I’ve known and liked Doug since he was running an Alcohol Dragster, and through his NHRA.com blog (one of the original group with whom we started) and through the time I’ve spent with him since that sad day in January, we’ve become closer, so I just had to hunt the big lug down for a congratulatory hug in the winner’s circle, and omnipresent photog Marc Gewertz stealthily caught the exact moment that Herbert crushed my ribs.
The inspiring victories of Arana and Herbert were just part of a huge get-better weekend for the NHRA community that also included an ongoing salute to fallen world champ Scott Kalitta, who remained heavy on the minds of those in Norwalk. His father, Connie, was greeted by the fans with a standing ovation when the nitro cars hit the track for the first time in qualifying.
Yellow and red ribbons were tacked to shirts alongside photo buttons of Kalitta, waving from the POWERade stage, and the memorial logo was in evidence everywhere, on decals and especially on T-shirts worn by most of his fellow nitro drivers throughout the event. The various Kalitta teammembers wore the white T-shirts in place of their regular uniform shirts during the first qualifying run for each car, and many of the drivers wore their firesuits undone to the waist to display their shirts during driver introductions Sunday morning, forgoing sponsor photo ops to honor their friend. Even John Force, seldom seen without his Castrol shirt, was on the starting line in the second round to watch Robert Hight, proudly still wearing his Kalitta T-shirt.
After all of the tears and solemn moments, one of the funniest came as Hector Arana was conducting his media-center interview after defeating Craig Treble in the final round, when from the back of the pressroom came a final question.
“So, how scared were you of that bad [mother] in the other lane?”
The question came from Treble, who had been alerted to Arana’s interview by ND's Candida Benson, and the fun-loving rider just had to drop in for his final needle of the weekend.
For all the hassles with the water seeping up through the track Friday and dodging rainstorms Saturday and Sunday – including a brief but very intense storm Sunday that, had there been gullies in Norwalk, would have been called a “gully washer” – it was a race that I’ll never forget.
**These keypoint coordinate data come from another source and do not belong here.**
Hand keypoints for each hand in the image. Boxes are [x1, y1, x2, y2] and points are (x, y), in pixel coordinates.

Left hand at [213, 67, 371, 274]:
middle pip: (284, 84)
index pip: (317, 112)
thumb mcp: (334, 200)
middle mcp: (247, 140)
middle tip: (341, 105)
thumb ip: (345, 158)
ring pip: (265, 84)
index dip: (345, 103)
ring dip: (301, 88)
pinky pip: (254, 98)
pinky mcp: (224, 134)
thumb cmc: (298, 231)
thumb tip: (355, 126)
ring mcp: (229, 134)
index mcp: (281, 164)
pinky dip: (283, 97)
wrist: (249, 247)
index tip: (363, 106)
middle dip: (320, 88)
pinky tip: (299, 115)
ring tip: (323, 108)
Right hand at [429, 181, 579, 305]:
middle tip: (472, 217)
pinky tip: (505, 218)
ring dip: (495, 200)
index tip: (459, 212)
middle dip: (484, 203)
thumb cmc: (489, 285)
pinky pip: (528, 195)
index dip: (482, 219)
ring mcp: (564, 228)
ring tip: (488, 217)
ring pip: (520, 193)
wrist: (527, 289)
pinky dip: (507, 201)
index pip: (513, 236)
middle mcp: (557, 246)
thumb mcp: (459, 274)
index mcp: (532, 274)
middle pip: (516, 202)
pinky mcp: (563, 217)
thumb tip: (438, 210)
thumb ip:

“Like you, I grew up in the ‘70s, and ‘the Snake’ was my hero and still is! In the third grade, my teacher made us write a letter to our hero.
"I didn't have Prudhomme’s address, but that’s who I was writing to even after she told me not to because I didn't have the proper address and I wouldn't get a response.
“I sent the letter [addressed] to ‘Don Prudhomme, Granada Hills Ca’; that was it. A month later in the mail, I get a mysterious letter from California with no return address with not one but TWO autographed handouts of ‘the Snake’s’ Carefree Funny Car and dragster! I respected my teacher and I was a shy kid, but I made sure the next day at school she knew that ‘the Snake’ sent me not one but TWO autographed pics, because he's the man! Those are the most prized handouts in my collection.”
Yes, fans, Prudhomme was THAT big in the 1970s. Send a letter to him addressed just to his city, and they knew where to find him. You gotta love that.
Mark Collins also enjoyed the article and my personal photos from the 1976 Winternationals and trumped my ticket stub with not just an actual participant’s tag from the event, but one autographed by “the Snake” hiss-self.
At the time, Collins and partners Joe Monden and Ralph Lewis were running a AA/DA in Pro Comp. Nearly 30 years later, Collins brought it with him to the 2005 event in Dallas to have “the Snake" autograph it. “The ticket put a wide smile on his face,” recalls Collins. “He told me it brought back a lot of great memories of a very successful Funny Car.”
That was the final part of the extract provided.